Ending Self-hosted Pilot Program

In November of last year we announced a pilot program allowing developers to create listings on addons.mozilla.org for their add-ons without requiring the add-ons to be hosted or reviewed by us. We hoped this would create a more comprehensive directory of add-ons where users could find any Firefox add-on they were looking for, even if it wasn’t hosted by us.

It’s been almost a year, and after reviewing the results of the program, we have decided to end it. We haven’t seen the kind of adoption we were looking for and still find that many of the best add-ons that aren’t hosted on AMO did not participate. Instead, add-ons that were already listed on AMO switched to self-hosted to avoid complying with certain review policies.
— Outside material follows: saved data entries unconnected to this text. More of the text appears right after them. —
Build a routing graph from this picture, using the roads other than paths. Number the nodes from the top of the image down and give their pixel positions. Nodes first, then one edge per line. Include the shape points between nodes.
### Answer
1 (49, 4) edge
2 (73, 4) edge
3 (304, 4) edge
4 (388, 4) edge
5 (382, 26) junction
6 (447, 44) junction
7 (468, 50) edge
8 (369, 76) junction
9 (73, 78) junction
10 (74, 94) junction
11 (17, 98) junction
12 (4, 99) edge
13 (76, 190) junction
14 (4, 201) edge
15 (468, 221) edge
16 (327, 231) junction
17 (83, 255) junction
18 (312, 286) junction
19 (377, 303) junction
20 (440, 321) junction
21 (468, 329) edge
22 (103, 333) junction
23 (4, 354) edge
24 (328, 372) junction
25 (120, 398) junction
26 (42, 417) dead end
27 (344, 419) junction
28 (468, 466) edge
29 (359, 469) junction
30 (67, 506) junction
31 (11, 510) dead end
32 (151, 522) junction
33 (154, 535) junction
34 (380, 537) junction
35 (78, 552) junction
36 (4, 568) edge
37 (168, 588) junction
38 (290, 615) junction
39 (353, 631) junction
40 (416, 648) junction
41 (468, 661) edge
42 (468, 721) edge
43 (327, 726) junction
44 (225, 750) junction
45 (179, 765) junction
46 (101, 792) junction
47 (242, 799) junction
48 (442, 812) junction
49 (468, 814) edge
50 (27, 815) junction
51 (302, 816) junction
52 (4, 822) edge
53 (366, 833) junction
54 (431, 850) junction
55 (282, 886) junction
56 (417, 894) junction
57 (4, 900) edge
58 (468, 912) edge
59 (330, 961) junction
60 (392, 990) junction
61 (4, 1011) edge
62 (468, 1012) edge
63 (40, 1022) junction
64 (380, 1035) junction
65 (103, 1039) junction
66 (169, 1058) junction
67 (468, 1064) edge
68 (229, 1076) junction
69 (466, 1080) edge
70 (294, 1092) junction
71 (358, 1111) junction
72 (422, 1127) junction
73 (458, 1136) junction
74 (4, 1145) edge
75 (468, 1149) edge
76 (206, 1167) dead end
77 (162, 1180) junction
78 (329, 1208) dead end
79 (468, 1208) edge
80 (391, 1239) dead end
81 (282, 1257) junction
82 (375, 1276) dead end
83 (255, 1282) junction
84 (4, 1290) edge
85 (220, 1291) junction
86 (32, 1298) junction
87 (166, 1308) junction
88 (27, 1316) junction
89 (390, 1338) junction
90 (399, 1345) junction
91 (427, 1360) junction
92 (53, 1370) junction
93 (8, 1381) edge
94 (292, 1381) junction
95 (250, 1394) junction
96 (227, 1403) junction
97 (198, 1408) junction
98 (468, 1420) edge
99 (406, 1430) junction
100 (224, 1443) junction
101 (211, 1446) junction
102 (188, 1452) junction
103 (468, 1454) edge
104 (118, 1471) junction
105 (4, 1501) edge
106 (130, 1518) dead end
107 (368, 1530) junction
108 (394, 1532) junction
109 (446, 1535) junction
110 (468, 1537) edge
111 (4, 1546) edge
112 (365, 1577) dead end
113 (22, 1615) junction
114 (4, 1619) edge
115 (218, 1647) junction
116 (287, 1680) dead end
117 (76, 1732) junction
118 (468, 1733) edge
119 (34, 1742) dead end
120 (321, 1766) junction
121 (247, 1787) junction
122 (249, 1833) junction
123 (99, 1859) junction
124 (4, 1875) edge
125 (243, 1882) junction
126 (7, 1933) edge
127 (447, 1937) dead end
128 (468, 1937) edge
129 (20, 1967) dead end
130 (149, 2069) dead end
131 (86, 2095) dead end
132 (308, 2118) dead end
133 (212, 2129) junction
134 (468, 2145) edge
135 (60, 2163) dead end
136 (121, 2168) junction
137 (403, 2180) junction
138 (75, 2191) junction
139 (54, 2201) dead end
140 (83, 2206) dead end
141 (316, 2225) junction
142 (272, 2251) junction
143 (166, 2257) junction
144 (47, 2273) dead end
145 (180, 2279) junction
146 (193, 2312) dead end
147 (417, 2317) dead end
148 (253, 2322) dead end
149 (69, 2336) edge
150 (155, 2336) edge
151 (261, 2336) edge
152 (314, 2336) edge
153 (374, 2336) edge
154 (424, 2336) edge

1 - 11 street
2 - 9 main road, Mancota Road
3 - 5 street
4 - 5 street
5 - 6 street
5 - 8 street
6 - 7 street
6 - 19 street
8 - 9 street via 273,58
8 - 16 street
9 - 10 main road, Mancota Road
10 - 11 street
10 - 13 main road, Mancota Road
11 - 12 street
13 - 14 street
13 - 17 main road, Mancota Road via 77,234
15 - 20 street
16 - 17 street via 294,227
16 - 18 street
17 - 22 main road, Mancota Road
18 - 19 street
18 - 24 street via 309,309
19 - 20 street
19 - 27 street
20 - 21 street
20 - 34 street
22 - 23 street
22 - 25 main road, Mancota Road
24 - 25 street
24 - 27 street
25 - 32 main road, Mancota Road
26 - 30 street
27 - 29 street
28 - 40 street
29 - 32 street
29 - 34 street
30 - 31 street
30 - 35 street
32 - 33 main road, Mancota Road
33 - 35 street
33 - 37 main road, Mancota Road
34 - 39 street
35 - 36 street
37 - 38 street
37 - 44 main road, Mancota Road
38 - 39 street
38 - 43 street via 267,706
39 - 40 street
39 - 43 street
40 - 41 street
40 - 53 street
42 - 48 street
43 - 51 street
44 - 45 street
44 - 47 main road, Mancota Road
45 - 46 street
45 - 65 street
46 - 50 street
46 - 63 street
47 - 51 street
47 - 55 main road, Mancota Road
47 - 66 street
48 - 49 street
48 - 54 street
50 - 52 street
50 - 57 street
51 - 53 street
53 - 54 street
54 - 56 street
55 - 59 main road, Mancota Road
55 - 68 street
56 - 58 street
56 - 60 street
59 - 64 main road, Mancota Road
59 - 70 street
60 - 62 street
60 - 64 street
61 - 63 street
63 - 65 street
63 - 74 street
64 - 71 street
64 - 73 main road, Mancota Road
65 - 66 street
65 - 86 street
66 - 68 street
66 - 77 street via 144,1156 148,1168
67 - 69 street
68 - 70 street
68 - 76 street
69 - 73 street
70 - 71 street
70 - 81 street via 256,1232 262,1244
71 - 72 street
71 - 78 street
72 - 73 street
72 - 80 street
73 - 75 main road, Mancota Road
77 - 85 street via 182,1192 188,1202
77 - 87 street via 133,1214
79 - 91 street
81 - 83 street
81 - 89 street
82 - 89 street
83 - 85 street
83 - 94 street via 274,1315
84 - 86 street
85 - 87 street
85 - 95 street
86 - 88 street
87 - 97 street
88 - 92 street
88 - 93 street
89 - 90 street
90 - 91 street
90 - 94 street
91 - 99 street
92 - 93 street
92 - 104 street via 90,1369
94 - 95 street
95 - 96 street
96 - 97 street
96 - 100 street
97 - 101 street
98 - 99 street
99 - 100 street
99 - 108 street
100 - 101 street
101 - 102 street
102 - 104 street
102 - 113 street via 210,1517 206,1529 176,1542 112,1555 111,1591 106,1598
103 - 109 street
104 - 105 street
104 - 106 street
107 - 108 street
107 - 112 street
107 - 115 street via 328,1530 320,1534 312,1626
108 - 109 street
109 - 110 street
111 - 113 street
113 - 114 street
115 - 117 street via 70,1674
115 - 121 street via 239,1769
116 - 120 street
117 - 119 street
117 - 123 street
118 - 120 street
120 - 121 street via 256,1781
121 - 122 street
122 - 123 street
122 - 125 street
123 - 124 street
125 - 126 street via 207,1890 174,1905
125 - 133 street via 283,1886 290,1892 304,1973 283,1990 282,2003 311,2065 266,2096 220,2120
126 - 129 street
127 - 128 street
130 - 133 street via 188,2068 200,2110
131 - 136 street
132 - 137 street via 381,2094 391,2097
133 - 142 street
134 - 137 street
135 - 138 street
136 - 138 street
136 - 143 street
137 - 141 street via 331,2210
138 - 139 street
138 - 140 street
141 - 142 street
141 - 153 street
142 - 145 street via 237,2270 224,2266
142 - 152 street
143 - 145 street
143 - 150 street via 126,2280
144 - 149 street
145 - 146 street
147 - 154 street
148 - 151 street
Self-hosted add-ons are difficult to maintain in our code base, as they require exceptions to almost everything we implement. We’re starting work on our new Developer Tools area of the site and could not justify re-implementing them in our new framework given their usage and maintenance cost. Finally, as announced earlier this year, we’ll soon be moving to a review model where every add-on available in our gallery must be reviewed for security. As self-hosted add-ons are not reviewed or hosted by us, they don’t quite fit in with our new standards.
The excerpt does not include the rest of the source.